Three concepts from ages past pertain.  Respect, civility, and common good.  Almost every school mission statement or list of student goals contains words about respect.  On an everyday demonstration, we want children to show a considerate regard for the feelings, wishes and wants, rights, and traditions of others.  Children tend toward outbursts of the moment, brashness, and acting and saying without a second thought. 

It is the second thought of consideration that reigns in disrespect.

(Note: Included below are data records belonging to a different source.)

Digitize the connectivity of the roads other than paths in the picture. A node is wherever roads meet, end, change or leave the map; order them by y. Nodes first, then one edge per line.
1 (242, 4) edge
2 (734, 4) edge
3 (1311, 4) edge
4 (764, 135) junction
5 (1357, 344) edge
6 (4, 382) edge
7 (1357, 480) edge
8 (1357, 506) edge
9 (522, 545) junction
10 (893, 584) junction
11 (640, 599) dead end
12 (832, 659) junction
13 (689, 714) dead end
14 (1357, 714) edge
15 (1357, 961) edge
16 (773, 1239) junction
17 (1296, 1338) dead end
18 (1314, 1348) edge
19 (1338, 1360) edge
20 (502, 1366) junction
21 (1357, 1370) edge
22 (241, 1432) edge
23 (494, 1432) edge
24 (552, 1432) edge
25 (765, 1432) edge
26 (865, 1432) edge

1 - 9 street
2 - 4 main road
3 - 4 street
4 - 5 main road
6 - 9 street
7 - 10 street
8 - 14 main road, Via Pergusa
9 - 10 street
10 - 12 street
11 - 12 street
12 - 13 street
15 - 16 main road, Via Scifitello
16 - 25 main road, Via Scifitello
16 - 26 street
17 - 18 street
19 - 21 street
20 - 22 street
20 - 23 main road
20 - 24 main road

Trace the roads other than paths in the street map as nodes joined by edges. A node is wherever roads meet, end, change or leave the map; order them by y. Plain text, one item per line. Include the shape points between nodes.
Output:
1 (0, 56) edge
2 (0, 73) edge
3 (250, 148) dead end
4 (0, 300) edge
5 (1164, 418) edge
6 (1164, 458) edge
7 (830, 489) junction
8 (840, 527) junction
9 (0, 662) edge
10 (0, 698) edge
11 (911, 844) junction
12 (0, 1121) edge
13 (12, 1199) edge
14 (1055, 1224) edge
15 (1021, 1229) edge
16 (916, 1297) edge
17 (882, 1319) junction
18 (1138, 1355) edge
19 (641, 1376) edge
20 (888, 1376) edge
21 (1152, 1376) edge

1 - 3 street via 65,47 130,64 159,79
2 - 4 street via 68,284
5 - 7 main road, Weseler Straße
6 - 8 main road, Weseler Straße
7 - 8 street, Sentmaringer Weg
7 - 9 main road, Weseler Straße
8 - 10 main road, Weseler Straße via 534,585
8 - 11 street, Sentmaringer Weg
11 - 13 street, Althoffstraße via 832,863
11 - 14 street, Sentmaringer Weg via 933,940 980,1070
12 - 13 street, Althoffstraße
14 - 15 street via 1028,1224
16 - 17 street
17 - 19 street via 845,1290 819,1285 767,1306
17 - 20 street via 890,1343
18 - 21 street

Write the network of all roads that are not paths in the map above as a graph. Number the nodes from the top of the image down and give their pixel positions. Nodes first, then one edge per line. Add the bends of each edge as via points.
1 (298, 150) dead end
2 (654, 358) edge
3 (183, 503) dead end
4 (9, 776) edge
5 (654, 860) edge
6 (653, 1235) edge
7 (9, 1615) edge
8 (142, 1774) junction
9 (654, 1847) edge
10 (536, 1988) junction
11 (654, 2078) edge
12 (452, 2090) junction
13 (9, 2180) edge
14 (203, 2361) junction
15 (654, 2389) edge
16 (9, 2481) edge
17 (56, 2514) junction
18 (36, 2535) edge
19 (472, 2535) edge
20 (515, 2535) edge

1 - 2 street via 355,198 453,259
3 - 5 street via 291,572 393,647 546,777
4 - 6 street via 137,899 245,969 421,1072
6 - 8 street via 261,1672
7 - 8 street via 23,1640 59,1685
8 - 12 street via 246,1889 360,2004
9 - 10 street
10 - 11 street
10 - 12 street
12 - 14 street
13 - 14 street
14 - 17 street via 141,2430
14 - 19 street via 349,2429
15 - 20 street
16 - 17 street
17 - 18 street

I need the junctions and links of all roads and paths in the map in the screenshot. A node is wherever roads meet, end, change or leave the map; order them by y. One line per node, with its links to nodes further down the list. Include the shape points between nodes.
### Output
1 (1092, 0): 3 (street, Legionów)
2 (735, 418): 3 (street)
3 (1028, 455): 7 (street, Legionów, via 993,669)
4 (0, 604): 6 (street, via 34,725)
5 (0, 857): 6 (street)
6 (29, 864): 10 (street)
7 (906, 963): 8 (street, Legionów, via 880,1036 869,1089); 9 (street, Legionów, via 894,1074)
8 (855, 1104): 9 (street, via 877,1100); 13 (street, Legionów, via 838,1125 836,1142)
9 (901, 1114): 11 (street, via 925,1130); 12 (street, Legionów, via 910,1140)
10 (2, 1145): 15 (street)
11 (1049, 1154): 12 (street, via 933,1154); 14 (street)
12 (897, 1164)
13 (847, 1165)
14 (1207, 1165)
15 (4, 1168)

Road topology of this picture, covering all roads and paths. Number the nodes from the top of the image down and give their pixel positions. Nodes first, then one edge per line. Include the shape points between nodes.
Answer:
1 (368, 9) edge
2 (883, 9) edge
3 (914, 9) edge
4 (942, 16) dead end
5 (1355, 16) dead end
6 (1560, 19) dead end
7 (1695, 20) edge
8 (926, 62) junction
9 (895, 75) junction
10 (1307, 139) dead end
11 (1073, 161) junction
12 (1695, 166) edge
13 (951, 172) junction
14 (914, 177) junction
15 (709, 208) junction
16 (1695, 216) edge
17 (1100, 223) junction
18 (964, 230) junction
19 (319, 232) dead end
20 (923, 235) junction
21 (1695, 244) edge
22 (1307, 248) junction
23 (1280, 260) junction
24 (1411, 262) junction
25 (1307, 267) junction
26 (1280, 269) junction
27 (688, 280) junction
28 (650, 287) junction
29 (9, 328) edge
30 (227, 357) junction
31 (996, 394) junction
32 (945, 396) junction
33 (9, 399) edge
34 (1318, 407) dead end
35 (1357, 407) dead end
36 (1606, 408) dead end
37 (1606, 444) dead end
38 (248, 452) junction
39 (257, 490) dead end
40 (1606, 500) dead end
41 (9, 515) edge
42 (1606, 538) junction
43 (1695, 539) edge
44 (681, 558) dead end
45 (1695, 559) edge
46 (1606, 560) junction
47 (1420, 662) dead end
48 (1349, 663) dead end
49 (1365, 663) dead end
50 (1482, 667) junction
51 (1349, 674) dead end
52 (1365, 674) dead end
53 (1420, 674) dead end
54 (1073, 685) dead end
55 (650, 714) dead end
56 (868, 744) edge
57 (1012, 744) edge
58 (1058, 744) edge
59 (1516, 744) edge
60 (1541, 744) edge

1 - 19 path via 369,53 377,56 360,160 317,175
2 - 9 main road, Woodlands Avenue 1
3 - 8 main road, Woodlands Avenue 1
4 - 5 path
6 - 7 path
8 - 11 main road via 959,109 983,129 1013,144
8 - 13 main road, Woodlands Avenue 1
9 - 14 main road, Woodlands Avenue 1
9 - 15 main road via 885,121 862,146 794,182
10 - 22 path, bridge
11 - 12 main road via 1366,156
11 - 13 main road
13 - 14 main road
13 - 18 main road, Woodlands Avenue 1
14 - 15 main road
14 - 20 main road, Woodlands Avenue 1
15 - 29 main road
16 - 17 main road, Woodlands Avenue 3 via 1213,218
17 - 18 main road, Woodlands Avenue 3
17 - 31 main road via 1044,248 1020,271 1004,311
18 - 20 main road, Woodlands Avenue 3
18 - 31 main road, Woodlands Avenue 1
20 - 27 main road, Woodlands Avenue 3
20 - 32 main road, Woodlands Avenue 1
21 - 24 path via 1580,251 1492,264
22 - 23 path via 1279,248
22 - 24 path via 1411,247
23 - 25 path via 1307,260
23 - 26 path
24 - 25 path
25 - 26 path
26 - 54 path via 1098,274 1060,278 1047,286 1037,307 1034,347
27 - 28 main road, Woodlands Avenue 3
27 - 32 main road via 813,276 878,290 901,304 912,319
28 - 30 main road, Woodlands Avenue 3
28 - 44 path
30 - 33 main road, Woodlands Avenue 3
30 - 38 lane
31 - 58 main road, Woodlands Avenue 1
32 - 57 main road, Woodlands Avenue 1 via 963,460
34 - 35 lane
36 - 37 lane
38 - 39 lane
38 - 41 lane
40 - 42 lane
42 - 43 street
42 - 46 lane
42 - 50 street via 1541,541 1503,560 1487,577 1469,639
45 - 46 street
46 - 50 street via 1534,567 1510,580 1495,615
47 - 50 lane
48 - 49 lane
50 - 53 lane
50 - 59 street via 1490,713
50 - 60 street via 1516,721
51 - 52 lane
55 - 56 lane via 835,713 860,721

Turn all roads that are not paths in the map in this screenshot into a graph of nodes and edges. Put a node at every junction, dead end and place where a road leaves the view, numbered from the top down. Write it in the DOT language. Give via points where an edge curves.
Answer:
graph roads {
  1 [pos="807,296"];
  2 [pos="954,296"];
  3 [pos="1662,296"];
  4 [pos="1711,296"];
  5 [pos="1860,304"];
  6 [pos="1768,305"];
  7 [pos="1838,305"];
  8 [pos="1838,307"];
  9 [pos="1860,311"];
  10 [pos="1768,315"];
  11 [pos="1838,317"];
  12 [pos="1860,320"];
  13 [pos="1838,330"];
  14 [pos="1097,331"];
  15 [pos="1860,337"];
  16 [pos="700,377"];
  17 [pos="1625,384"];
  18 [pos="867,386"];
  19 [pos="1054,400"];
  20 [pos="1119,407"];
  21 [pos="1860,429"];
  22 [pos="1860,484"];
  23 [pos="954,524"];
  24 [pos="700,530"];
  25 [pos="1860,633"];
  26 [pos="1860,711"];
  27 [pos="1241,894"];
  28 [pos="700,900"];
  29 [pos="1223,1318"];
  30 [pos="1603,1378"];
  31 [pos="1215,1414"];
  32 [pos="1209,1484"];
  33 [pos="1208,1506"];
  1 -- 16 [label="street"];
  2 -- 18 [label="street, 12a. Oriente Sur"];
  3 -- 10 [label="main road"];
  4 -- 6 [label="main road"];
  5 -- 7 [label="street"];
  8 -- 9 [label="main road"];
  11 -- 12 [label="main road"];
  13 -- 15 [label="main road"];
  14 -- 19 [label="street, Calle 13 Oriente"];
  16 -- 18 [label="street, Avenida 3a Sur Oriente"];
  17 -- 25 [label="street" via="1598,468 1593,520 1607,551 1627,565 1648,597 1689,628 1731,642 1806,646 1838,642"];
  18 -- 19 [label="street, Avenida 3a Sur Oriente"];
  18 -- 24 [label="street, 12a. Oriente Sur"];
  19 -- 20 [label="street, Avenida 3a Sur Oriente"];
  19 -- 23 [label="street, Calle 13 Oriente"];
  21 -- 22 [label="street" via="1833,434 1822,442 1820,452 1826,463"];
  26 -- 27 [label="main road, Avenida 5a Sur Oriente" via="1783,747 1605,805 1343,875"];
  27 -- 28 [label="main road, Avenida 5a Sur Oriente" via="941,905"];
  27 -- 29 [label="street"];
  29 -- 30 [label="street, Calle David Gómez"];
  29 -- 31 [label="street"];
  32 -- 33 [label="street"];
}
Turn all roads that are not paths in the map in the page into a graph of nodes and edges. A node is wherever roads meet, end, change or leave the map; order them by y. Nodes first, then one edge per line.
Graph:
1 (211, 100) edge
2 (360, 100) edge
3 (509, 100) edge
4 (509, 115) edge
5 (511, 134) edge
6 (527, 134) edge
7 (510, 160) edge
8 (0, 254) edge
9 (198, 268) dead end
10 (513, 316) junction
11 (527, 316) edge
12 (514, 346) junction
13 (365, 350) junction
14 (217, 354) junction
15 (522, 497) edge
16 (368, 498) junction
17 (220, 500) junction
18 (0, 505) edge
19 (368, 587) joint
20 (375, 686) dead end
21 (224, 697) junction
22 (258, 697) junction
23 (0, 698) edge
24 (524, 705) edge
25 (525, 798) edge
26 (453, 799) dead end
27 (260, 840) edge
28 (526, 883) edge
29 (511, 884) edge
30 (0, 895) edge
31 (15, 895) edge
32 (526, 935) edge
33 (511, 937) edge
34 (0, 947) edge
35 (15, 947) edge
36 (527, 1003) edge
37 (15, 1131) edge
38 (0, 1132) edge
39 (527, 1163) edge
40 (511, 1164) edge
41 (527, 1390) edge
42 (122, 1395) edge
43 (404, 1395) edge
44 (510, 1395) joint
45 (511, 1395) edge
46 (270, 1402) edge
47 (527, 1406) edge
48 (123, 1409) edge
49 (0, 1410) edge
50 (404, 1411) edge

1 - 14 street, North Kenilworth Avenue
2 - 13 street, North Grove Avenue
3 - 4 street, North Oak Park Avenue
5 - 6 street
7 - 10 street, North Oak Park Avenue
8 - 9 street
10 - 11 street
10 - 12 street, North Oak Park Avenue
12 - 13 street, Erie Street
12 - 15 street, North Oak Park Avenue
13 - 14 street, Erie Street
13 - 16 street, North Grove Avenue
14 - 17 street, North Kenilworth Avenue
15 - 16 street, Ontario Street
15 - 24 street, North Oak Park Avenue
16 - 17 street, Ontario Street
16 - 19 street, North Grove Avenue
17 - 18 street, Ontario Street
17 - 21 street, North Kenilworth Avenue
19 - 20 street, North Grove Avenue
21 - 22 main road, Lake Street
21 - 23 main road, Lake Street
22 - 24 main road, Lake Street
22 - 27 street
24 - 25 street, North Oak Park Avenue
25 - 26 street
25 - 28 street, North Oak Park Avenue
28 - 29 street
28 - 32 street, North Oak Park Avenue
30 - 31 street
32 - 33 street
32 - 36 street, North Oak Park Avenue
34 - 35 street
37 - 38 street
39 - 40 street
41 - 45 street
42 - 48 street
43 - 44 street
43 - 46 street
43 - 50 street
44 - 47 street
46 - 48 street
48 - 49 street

These are learned and practiced behaviors that help children over time to achieve the second word – civility.  Civil behavior, somewhat of an archaic term, is courteous, restrained,  responsible, and accountable.  Civility follows the Gold Rule of treating others as you wish to be treated.  Accountability is an essential part of civility.  An adult does not get to say whatever comes to mind without consequence.  Respect and civil behavior combine to shape discussions for the common good. 

Teaching children to consider what is best for others not just self advances their progress toward maturity.  The common good is not ethereal, it is tangible.  School boards face decisions in which special interests are apparent.  Any decision that gives advantage to some at the disadvantage of the many is not in the common good.  On the other hand, a decision that improves the condition or status of a small group and equally shares that improvement with all is in the common good.  The pandemic is providing school boards with a constant arena for considering their decisions in terms of the common good.  This is a test; are we up to this test.

The children are watching us, their school board, to observe and learn from us.  While they may not have material leverage, children have the moral leverage.  We adults know we are supposed to be adult-like in our interactions with each other in our board meetings.  Very often I would like to use instant replay mechanisms from televised sports.  “Time out!  We are going to review what these people said and how they acted toward each other.  We will break down this clip to identify respect, civil behavior, and working for the common good.  Let’s see what we can learn.”

At the end of the day, children will grade us using the same rubrics we use on them everyday in school.  They have been watching and they know us for what and who we are.